_Task directions_
What follows is a set of entries. Repeat them exactly, but not their pictures.

━━━━━ Material provided ━━━━━

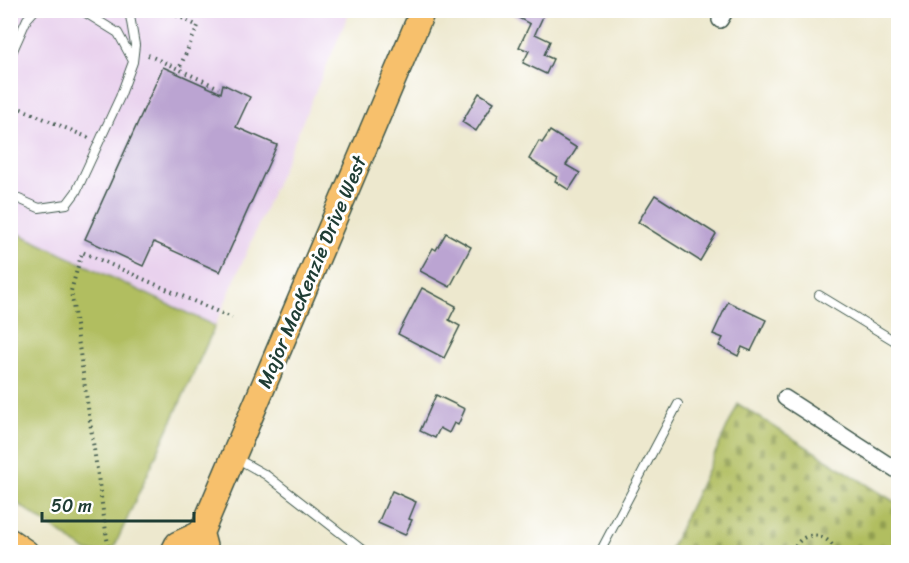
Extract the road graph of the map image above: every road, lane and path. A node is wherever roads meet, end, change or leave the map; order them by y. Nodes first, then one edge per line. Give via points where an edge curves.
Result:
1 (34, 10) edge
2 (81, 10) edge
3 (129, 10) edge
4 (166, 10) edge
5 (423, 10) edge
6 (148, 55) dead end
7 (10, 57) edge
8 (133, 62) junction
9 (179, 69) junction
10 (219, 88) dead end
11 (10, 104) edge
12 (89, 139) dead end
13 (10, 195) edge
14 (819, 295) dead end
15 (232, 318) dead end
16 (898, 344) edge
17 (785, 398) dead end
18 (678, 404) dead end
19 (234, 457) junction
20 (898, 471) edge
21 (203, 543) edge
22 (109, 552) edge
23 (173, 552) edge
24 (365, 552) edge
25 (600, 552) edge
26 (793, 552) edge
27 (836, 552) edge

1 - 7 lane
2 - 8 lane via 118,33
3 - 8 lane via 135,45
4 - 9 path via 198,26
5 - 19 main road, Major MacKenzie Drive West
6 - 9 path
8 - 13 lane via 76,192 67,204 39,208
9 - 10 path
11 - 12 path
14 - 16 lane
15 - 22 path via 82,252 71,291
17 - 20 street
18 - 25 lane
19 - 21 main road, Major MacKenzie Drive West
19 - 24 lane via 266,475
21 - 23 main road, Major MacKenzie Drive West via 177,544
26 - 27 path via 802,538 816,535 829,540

━━━━━

_Finished task_
Extract the road graph of the map image above: every road, lane and path. A node is wherever roads meet, end, change or leave the map; order them by y. Nodes first, then one edge per line. Give via points where an edge curves.
Result:
1 (34, 10) edge
2 (81, 10) edge
3 (129, 10) edge
4 (166, 10) edge
5 (423, 10) edge
6 (148, 55) dead end
7 (10, 57) edge
8 (133, 62) junction
9 (179, 69) junction
10 (219, 88) dead end
11 (10, 104) edge
12 (89, 139) dead end
13 (10, 195) edge
14 (819, 295) dead end
15 (232, 318) dead end
16 (898, 344) edge
17 (785, 398) dead end
18 (678, 404) dead end
19 (234, 457) junction
20 (898, 471) edge
21 (203, 543) edge
22 (109, 552) edge
23 (173, 552) edge
24 (365, 552) edge
25 (600, 552) edge
26 (793, 552) edge
27 (836, 552) edge

1 - 7 lane
2 - 8 lane via 118,33
3 - 8 lane via 135,45
4 - 9 path via 198,26
5 - 19 main road, Major MacKenzie Drive West
6 - 9 path
8 - 13 lane via 76,192 67,204 39,208
9 - 10 path
11 - 12 path
14 - 16 lane
15 - 22 path via 82,252 71,291
17 - 20 street
18 - 25 lane
19 - 21 main road, Major MacKenzie Drive West
19 - 24 lane via 266,475
21 - 23 main road, Major MacKenzie Drive West via 177,544
26 - 27 path via 802,538 816,535 829,540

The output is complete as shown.